Labo village, Ten Stick Rock, and the Maskelyne Islands

Aug 16, 2008

We left Metenovor (Southwest) Bay, Malekula this morning are now anchored off of Awai Island in the Maskelyne Islands, a group of small islands that lie just off of the southeast corner of Malekula. The passage here is mostly southeast into the prevailing tradewinds so today was a good time to go since there was little wind to contend with. We motored the whole way, about 34 nautical miles. Lot’s of other boats that were in Metenovor Bay for the festival also left this morning and 9 of them are anchored here with us. The plan is to stay in the Maskelyne Islands until Monday when the wind is supposed to build and then sail northeast to Nebul village on the island of Ambrym for another festival.

On Wednesday, August 13 we were at Labo village for an all day festival of Kastom dancing by Small Nambas, arts and crafts, and lunch, all put on by Labo village. The event they put on was nice but more appropriate for a visiting cruise ship than for yachties. It was a bit too scheduled. While strolling on the beach at Labo we ran into our kava-growing friend Justin from Wintua village. He was brewing fresh kava in a knoll nearby, mostly for the dancers and locals. He invited us to join in, and we did.

On Thursday, we went to Benahur village at the far tip of Metenovor Bay. We were invited to tour the village and, for a small fee, snorkel the wonderful reef that stretched out from Ten Stick Rock just across from the village. This was much more informal and low key. They put out some local foods for lunch and village people came by and chatted with the yachties who dropped by. It was a rainy day, so not that many people came off of their boats. After lunch and a tour, Laura, Britta, and I snorkeled the reef. The water was very clear and the reef was exceptionally beautiful, one of the nicest we have seen. There were lots of very big fish swimming around, which is always fun to see.
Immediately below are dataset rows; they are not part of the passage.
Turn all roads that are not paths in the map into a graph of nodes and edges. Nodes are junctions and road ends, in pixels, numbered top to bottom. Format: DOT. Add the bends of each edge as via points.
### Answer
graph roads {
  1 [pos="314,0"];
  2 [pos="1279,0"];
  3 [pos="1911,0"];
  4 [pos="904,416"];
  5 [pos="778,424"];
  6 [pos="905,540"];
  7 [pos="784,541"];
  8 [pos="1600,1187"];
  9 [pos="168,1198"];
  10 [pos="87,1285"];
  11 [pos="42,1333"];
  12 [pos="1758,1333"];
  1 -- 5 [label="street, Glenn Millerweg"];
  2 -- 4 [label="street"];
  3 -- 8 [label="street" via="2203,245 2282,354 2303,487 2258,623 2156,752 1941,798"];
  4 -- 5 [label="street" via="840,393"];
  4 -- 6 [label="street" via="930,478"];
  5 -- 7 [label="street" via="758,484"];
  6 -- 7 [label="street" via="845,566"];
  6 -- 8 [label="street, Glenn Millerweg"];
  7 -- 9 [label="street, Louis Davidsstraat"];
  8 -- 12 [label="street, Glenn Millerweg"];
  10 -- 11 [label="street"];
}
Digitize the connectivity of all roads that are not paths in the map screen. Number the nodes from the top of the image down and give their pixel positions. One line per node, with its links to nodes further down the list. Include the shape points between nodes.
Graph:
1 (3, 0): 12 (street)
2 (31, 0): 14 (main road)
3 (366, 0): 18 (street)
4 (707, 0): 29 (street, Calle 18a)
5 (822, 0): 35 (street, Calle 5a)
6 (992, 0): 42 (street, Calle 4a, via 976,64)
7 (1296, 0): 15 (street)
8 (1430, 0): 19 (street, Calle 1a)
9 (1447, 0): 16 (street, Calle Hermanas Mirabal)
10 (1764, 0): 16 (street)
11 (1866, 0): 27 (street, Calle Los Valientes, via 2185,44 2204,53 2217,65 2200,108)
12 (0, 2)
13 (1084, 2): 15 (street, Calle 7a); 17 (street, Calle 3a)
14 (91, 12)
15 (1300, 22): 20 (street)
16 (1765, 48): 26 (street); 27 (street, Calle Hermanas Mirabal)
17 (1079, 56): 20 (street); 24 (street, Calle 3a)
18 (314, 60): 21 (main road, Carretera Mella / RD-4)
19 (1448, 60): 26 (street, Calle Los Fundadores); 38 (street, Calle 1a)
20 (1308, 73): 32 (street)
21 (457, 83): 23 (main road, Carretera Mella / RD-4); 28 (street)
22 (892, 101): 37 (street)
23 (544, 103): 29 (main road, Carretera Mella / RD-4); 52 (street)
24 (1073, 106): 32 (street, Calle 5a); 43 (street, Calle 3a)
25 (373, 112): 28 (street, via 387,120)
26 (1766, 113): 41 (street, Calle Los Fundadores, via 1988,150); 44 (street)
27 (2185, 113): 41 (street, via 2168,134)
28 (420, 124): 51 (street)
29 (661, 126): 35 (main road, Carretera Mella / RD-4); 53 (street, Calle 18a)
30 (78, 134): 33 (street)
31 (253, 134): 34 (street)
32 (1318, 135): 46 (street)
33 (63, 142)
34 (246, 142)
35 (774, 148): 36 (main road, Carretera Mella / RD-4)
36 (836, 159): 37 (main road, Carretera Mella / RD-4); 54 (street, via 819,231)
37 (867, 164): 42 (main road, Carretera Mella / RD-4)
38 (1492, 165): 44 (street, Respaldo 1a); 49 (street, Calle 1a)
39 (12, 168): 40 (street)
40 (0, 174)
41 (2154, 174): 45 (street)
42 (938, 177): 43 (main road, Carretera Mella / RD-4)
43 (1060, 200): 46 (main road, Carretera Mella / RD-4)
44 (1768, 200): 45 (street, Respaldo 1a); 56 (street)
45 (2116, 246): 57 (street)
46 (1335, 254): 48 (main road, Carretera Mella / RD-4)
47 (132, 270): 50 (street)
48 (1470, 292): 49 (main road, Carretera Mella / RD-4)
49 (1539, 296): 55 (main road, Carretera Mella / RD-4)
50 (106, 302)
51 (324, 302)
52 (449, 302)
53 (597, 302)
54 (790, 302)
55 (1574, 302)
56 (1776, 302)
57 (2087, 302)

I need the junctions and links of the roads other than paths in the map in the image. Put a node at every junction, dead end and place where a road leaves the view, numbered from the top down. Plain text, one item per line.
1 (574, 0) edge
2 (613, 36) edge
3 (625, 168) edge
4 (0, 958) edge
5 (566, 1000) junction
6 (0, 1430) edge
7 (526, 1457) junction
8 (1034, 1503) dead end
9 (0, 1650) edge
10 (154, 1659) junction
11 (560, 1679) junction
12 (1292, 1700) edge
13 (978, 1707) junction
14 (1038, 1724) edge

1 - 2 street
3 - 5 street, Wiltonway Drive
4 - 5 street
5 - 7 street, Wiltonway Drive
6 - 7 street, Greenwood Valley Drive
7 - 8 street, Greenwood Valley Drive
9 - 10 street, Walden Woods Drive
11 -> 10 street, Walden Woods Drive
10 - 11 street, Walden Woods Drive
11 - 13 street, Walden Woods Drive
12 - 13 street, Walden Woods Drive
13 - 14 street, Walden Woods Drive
A woman from the village told us how Ten Stick Rock got it’s name. In 1942, the village chief granted the US Navy the right to use the rock (actually a small island) for target practice in return for ten sticks of tobacco (10 cigarettes).

Yesterday, Laura and I snorkeled off the reef of Labo village, which was very disappointing. Our Labo village hosts had told us that their reef was a “marine reserve” with giant clams. But most of the coral was dead, there were only a few clams and these were not very giant at all, and these had been transplanted from a thriving reef in an attempt to attract tourists. We then crossed the bay to return to the wonderful reef of Ten Stick Island.